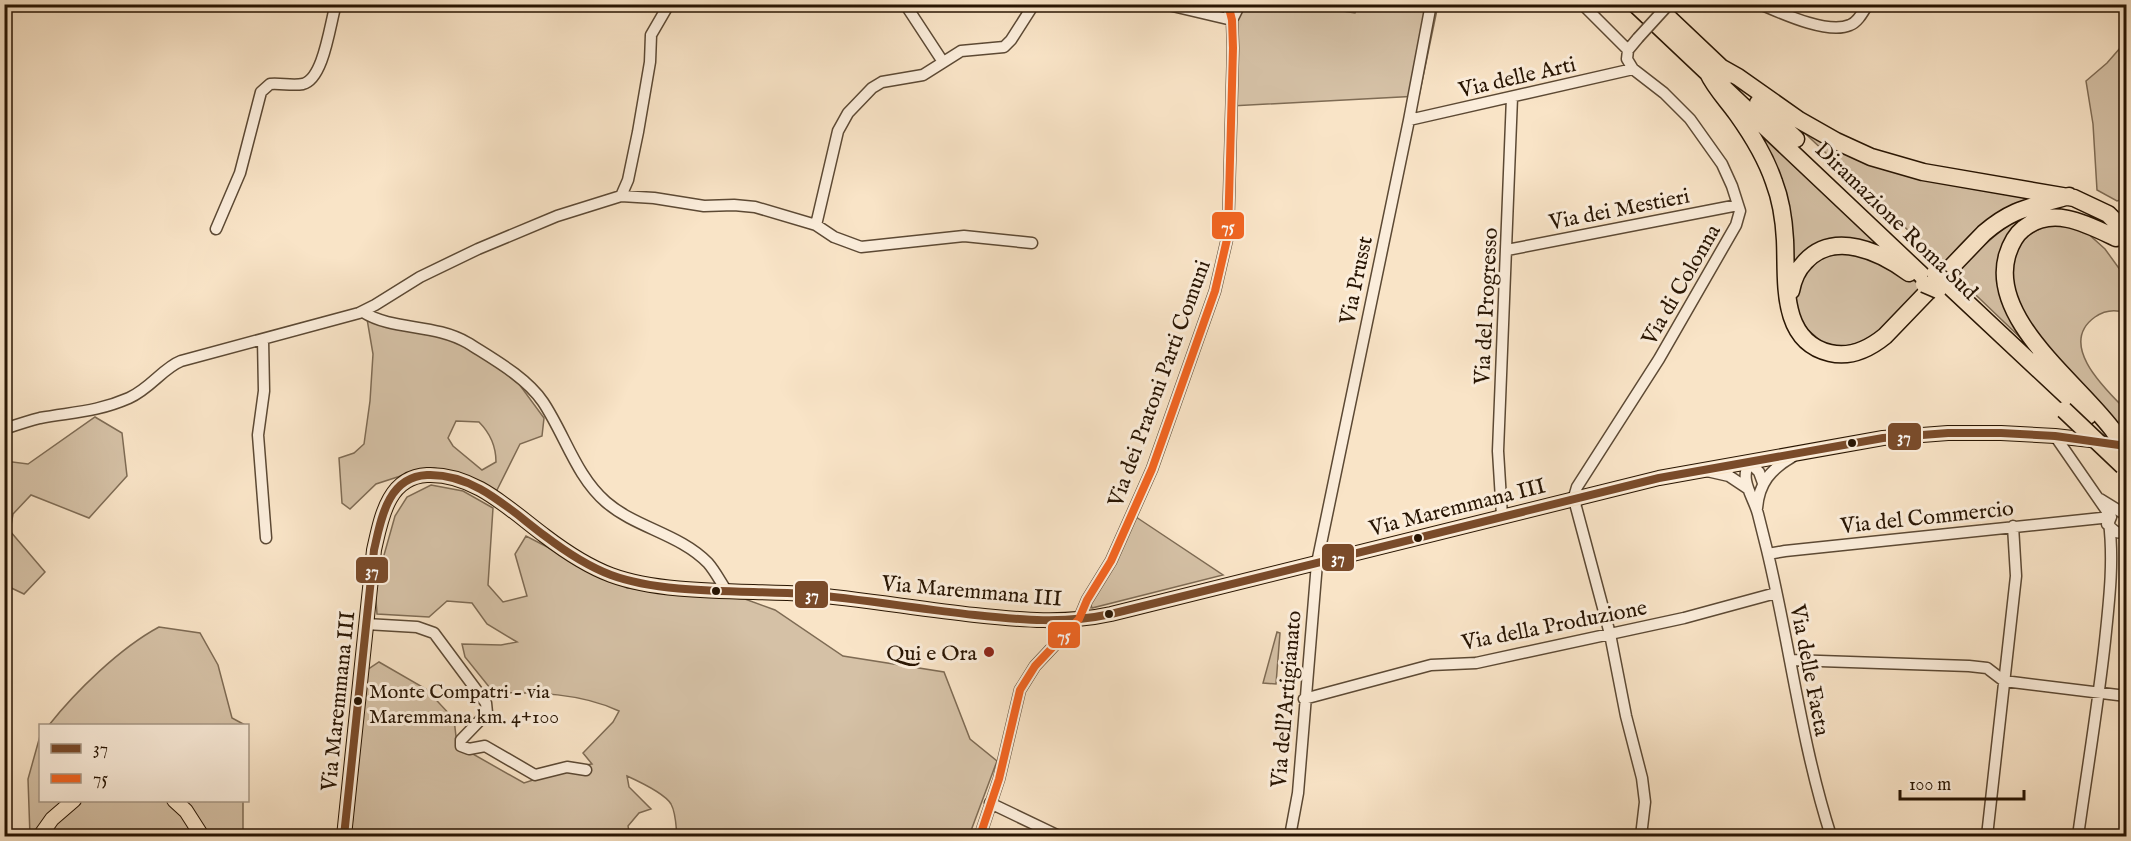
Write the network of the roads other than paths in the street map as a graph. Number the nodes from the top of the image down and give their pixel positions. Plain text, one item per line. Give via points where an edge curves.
1 (336, 4) edge
2 (669, 4) edge
3 (905, 4) edge
4 (1034, 4) edge
5 (1164, 4) edge
6 (1228, 4) edge
7 (1240, 4) edge
8 (1431, 4) edge
9 (1581, 4) edge
10 (1635, 4) edge
11 (1654, 4) edge
12 (1669, 4) edge
13 (1760, 4) edge
14 (1868, 4) edge
15 (1232, 20) junction
16 (1628, 50) junction
17 (943, 62) junction
18 (1633, 69) junction
19 (1715, 71) junction
20 (1512, 98) junction
21 (1409, 120) junction
22 (621, 196) junction
23 (2069, 196) junction
24 (2048, 202) junction
25 (1738, 205) junction
26 (816, 225) junction
27 (216, 229) dead end
28 (2121, 235) edge
29 (1032, 243) dead end
30 (1507, 250) junction
31 (2127, 252) edge
32 (1934, 282) junction
33 (363, 312) junction
34 (1790, 313) junction
35 (263, 339) junction
36 (4, 429) edge
37 (2055, 436) junction
38 (1797, 453) junction
39 (2125, 457) edge
40 (1750, 463) junction
41 (1704, 470) junction
42 (1763, 483) junction
43 (1747, 488) junction
44 (2095, 496) junction
45 (1574, 498) junction
46 (1757, 511) junction
47 (2125, 514) edge
48 (1502, 516) junction
49 (2110, 521) junction
50 (2013, 526) junction
51 (2126, 531) edge
52 (266, 538) dead end
53 (1768, 554) junction
54 (2111, 562) junction
55 (1317, 563) junction
56 (726, 590) junction
57 (1776, 593) junction
58 (1079, 619) junction
59 (366, 624) junction
60 (1610, 634) junction
61 (1790, 660) junction
62 (2004, 681) junction
63 (2099, 692) junction
64 (2127, 696) edge
65 (1304, 699) junction
66 (586, 770) dead end
67 (73, 802) edge
68 (175, 802) edge
69 (990, 803) junction
70 (40, 837) edge
71 (202, 837) edge
72 (344, 837) edge
73 (981, 837) edge
74 (1059, 837) edge
75 (1290, 837) edge
76 (1641, 837) edge
77 (1831, 837) edge
78 (1987, 837) edge
79 (2078, 837) edge

1 - 27 street via 314,78 302,84 270,84 261,92 240,173
2 - 22 street via 651,35 637,141
3 - 17 street
4 - 17 street via 1004,47 961,51
5 - 15 street
6 - 15 street, Via dei Pratoni Parti Comuni
7 - 15 street
8 - 21 street, Via Prusst
9 - 16 street
10 - 19 highway, Diramazione Roma Sud
11 - 19 highway, Diramazione Roma Sud
12 - 16 street, bridge
13 - 14 street via 1811,23 1847,27
15 - 58 street, Via dei Pratoni Parti Comuni via 1228,235 1221,269 1148,478 1116,551
16 - 18 street
17 - 26 street via 923,75 878,84 845,116 838,130
18 - 20 street, Via delle Arti
18 - 25 street, Via di Colonna via 1690,119 1722,164
19 - 23 highway via 1738,76 1811,127 1880,160 1923,172
19 - 32 highway, Diramazione Roma Sud
19 - 34 highway via 1774,181 1785,238
20 - 21 street, Via delle Arti
20 - 30 street, Via del Progresso
21 - 55 street, Via Prusst
22 - 26 street via 704,207 749,206
22 - 33 street via 557,216 478,249 420,277
23 - 24 highway
23 - 28 highway via 2116,221
24 - 28 highway via 2090,215
24 - 34 highway via 2015,211 1990,227 1885,336 1865,350 1841,354 1821,349 1804,337
25 - 30 street, Via dei Mestieri
25 - 45 street, Via di Colonna via 1736,225 1659,359 1577,487
26 - 29 street via 834,237 864,247 964,236
28 - 31 highway
28 - 39 highway, bridge via 2068,218 2038,220 2021,230 2013,241 2004,275 2009,300 2026,330 2106,422
30 - 48 street, Via del Progresso via 1498,451
32 - 34 highway via 1878,254 1855,247 1833,247 1809,257 1797,271
32 - 39 highway, Diramazione Roma Sud via 2088,417
32 - 39 highway, Diramazione Roma Sud, bridge via 2064,410
33 - 35 street
33 - 56 street via 380,320 452,335 513,375 543,402 573,458 599,495 625,516 698,555 714,570
35 - 36 street via 178,362 147,388 113,404
35 - 52 street via 264,396 258,435
37 - 38 main road, Via Maremmana III via 1920,435
37 - 39 main road, Via Maremmana III
37 - 44 street
38 - 40 main road, Via Maremmana III
38 - 42 street via 1777,465
40 - 41 main road, Via Maremmana III
40 - 42 street
40 - 43 street via 1745,473
41 - 43 street via 1729,476
41 - 45 main road, Via Maremmana III
42 - 46 street
43 - 46 street, Via delle Faeta
44 - 47 street
44 - 49 street
45 - 48 main road, Via Maremmana III
45 - 60 street
46 - 53 street, Via delle Faeta
47 - 49 street via 2115,513
48 - 55 main road, Via Maremmana III
49 - 50 street, Via del Commercio
49 - 51 street, Via del Commercio via 2115,532
49 - 54 street
50 - 53 street, Via del Commercio
50 - 62 street via 2016,576
51 - 54 street
53 - 57 street, Via delle Faeta
54 - 63 street
55 - 58 main road, Via Maremmana III
55 - 65 street, Via dell'Artigianato
56 - 58 main road, Via Maremmana III via 806,594 1020,620
56 - 59 main road, Via Maremmana III via 657,585 613,575 570,554 485,492 457,480 425,476 400,486 386,505 374,550
57 - 60 street, Via della Produzione
57 - 61 street, Via delle Faeta
58 - 69 street, Via dei Pratoni Parti Comuni via 1035,666 1020,690
59 - 66 street via 417,627 434,633 486,702 487,713 461,740 461,747 485,746 535,775 567,767
59 - 72 main road, Via Maremmana III
60 - 65 street, Via della Produzione via 1476,663 1431,665
60 - 76 street via 1642,778 1645,802
61 - 62 street via 1969,666 1987,668
61 - 77 street, Via delle Faeta via 1809,759
62 - 63 street
62 - 78 street
63 - 64 street
63 - 79 street
65 - 75 street, Via dell'Artigianato via 1298,793
67 - 70 main road via 52,819
68 - 71 main road via 186,811
69 - 73 street, Via dei Pratoni Parti Comuni
69 - 74 street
------------------------------------------------------------------------
Exercise details » Go over the entries above and say how many lines hold the string "Comuni", with no other text.

Solution to this problem » 4